Recorded data:
----------------------------------------
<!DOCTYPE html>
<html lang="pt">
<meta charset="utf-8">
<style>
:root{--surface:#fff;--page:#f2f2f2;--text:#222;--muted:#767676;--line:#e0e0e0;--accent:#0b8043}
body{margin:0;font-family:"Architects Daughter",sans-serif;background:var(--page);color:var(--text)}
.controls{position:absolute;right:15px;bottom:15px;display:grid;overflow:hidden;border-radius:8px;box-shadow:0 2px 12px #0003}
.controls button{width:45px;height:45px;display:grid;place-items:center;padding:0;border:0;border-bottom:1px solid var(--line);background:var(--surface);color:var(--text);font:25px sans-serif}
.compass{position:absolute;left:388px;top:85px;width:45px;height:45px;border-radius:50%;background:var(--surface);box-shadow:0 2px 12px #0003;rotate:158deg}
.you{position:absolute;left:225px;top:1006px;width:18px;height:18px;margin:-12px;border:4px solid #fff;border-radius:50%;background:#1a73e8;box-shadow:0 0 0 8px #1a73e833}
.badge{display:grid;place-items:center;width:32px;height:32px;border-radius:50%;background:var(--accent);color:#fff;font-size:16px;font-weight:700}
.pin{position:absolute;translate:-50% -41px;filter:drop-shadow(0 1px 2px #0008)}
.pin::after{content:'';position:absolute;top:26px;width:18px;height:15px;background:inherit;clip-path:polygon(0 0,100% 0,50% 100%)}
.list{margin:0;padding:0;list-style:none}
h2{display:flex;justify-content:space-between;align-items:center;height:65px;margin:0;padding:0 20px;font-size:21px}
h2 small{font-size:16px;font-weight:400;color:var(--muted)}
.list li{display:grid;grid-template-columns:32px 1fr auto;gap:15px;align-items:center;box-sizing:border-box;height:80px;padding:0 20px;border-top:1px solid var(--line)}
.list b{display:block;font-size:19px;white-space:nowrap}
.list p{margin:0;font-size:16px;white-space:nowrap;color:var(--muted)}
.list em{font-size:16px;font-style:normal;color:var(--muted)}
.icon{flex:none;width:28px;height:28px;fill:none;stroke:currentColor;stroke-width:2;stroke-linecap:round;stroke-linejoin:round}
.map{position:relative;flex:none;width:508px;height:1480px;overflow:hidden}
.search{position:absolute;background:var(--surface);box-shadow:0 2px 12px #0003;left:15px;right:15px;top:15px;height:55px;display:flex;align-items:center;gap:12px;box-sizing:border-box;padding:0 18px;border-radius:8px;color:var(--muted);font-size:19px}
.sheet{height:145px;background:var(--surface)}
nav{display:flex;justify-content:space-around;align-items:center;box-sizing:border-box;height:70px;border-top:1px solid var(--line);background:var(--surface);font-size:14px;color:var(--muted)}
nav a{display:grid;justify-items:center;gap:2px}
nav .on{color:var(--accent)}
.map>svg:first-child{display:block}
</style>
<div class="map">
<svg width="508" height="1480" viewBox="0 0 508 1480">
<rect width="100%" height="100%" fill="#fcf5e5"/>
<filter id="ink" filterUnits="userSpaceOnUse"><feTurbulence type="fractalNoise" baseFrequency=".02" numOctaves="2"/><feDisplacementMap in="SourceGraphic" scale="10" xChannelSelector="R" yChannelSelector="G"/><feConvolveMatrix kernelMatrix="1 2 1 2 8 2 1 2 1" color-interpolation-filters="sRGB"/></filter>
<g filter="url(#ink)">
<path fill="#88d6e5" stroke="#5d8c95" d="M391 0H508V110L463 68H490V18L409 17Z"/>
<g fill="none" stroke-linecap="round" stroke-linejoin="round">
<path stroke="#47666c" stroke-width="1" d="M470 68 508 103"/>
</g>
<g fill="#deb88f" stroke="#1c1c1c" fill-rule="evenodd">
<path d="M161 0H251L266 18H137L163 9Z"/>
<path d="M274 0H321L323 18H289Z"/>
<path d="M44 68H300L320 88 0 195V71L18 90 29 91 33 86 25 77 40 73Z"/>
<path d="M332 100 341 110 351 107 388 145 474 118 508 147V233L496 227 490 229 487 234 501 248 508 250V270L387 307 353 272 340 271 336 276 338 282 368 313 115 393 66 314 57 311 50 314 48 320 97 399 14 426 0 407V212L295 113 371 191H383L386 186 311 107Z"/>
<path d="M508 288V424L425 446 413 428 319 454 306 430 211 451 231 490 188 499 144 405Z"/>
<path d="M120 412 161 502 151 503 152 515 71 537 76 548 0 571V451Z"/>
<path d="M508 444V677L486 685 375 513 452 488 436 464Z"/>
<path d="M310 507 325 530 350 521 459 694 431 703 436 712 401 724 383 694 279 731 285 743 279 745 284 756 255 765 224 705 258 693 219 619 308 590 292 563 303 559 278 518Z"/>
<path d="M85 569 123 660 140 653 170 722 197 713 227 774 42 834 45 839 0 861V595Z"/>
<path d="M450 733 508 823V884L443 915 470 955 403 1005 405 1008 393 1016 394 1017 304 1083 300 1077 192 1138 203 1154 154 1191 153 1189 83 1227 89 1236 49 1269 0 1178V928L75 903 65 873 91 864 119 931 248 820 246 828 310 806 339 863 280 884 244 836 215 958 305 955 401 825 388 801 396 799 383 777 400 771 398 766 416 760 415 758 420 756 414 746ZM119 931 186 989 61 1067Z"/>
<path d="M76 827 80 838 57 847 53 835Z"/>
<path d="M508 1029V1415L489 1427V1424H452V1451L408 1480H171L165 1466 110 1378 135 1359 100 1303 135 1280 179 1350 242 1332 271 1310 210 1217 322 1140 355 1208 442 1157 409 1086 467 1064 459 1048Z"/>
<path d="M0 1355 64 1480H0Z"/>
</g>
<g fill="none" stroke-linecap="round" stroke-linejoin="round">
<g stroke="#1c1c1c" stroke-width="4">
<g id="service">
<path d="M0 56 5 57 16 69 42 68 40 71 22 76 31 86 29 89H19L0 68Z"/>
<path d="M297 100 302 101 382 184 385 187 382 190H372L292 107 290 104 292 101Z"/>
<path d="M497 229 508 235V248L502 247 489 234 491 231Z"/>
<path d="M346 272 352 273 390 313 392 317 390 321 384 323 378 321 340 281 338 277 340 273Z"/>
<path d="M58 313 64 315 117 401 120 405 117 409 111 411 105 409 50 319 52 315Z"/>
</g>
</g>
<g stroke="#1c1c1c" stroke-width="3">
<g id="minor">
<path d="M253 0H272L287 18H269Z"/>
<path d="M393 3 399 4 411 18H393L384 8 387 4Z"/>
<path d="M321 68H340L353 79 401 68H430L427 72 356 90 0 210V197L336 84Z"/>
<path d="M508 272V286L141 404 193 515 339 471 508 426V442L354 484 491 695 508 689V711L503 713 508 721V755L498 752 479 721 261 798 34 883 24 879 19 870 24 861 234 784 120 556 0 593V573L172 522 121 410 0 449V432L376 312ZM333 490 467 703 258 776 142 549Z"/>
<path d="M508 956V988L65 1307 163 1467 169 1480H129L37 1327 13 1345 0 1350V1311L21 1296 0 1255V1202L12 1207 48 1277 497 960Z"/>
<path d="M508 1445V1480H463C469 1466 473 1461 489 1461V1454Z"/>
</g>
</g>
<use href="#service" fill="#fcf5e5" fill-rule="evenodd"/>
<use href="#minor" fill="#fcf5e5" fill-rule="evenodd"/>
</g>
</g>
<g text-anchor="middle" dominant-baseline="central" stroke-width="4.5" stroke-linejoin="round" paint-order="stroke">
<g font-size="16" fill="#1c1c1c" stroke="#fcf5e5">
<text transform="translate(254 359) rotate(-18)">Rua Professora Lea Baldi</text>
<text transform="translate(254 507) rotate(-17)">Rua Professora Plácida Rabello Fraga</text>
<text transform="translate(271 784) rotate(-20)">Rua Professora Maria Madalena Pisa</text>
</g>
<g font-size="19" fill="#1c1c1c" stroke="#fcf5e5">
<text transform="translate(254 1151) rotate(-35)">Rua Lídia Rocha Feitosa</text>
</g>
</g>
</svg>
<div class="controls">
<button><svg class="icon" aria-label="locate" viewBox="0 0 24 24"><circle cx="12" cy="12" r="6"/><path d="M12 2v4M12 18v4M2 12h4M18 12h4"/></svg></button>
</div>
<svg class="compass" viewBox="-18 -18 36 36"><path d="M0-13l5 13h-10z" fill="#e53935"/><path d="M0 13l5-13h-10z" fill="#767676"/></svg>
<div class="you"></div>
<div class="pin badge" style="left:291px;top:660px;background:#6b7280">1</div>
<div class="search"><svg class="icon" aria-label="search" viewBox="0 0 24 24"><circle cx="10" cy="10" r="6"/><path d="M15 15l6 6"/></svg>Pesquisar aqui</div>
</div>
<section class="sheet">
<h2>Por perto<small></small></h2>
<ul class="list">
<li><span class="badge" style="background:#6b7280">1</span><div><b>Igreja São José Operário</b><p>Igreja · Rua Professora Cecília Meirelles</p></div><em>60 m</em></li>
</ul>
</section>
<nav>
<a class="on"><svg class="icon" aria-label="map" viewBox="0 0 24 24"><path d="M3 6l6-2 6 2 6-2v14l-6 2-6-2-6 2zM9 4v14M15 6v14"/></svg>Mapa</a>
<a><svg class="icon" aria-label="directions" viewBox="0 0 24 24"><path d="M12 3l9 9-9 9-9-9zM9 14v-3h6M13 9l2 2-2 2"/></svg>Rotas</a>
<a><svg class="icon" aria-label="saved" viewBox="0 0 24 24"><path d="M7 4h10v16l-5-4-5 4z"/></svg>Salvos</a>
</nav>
----------------------------------------
Description of the task:
What the answer needs is every line from the data above with "nowrap" in it.

Solution to this exercise:
.list b{display:block;font-size:19px;white-space:nowrap}
.list p{margin:0;font-size:16px;white-space:nowrap;color:var(--muted)}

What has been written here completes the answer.